They aren't alone. Longtime Congo observers were mostly convinced that the M23 would stop short of Goma, just as the last group to reach its outskirts, the National Congress for the Defense of the People (CNDP), had in 2008. Perhaps no one was as stunned as the U.N. forces, who have spent more time in perennially warring Congo than in any other country in the last half-century. When I visited the U.N. Organization and Stabilization Mission in Congo base on the banks of Lake Kivu on Thursday, after leaving the intersection, gunfire broke out nearby. A small stampede of people ran for the gates. After squeezing through a crush of bodies, I found a rattled mission spokeswoman. I asked what its new mandate was.
"We don't know," she said. "It's a big question."
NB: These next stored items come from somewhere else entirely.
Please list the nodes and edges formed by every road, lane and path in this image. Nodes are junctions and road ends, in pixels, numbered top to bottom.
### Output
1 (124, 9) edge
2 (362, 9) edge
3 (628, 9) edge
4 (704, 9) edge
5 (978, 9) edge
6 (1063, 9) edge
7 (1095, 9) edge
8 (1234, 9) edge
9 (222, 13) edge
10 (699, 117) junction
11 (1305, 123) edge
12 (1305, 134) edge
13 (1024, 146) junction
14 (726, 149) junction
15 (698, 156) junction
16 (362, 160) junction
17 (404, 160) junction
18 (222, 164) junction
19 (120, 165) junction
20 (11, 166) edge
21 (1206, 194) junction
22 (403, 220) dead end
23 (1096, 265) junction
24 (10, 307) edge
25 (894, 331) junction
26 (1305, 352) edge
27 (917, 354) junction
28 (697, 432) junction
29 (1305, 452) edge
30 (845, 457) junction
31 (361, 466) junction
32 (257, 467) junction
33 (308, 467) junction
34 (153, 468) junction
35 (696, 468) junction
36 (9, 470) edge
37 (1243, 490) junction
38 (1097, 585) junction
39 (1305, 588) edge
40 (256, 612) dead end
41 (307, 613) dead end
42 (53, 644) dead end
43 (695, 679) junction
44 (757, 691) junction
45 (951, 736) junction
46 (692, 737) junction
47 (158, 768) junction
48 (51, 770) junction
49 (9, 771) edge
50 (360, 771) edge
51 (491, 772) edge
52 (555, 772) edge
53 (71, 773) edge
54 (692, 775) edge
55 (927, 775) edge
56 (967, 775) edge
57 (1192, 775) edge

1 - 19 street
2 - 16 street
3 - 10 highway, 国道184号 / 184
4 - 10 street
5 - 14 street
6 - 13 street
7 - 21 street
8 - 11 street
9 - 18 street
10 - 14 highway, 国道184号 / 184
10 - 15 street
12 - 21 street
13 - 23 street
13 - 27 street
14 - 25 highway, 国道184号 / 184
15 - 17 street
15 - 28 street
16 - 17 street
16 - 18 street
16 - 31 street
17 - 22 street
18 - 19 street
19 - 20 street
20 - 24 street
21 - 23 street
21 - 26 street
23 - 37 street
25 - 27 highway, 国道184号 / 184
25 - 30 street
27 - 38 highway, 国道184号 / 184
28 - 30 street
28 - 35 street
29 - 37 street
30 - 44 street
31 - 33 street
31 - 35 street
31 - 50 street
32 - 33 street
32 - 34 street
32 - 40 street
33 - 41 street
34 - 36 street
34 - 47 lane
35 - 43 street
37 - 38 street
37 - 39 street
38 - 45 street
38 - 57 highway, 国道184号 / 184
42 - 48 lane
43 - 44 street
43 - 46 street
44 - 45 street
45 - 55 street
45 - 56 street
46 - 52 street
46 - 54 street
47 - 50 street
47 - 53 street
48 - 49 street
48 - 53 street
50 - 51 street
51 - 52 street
And from one perspective, the M23's victory is a surprise. Until last week, M23 wasn't appreciably more promising or menacing than any of the many other groups that have terrorized the mineral-rich Kivus since the days of Mobutu Sese Seko. Its original fighting force consisted of perhaps a few hundred troops, according to a new report by Congo researcher Jason Stearns. Its first attempts to foment rebellion, in Bukavu in January, proved a debacle, because its leaders have varying degrees of allegiance to each other -- not to mention to Congo itself, if the arguments about Rwandan and Ugandan foreign backing are true. Only one of those commanders, Sultani Makenga, is known to be on the ground in North Kivu.
From another perspective, success was predictable, and the M23's appeal obvious. Since the 1990s, the Kivus have come under the yoke of a series of militant insurgencies, from the Alliance of Democratic Forces for the Liberation of Congo to the Rally for Congolese Democracy to the CNDP, all of them widely believed to be Rwanda-backed to some degree or another. M23 is little more than a remix of these groups. The CNDP, its immediate progenitor, signed a ceasefire agreement with Kabila in 2009. (The agreement, which the M23 claims Kabila violated, was completed on March 23, giving the group its name.) The ceasefire called for reintegrating the rebel forces into the military, police, and local governments, in a process known as mixage, and if Kabila had wanted to, he could not have devised a surer scheme for more mutiny. Makenga and the two other men assumed to be M23's main field commanders, Laurent Nkunda and Bosco Ntaganda, are all former CNDP leaders reintegrated into the national army through mixage. Recruitment was easy, in other words. The Kivu garrisons were shot through with discontent and espionage. Months before it marched on Goma, the M23 was already dug into it.
"This is a revolution done with government officials," the M23's political spokesman, Bertrand Bisimwa, told me. "They began the revolution when we were not here. Some of them sent us money. Some of them helped the infiltration of our soldiers here."
If Bisimwa was boasting, he was also probably telling the truth. But Eastern Congolese soldiers don't rebel so often for the thrill of it. They do so largely for the reason that explains the M23's military victories and its broader allure -- namely, the neglect with which they and just about everyone else here have been treated by Kabila. While the capital and western Congo have enjoyed development, the Kivus, for all their resources, have been left to suffer. They rank at the bottom of international public health and corruption indexes. Indeed, walking around Goma's dirt roads and years-old refugee camps, neglect seems a polite word. Contempt feels more accurate.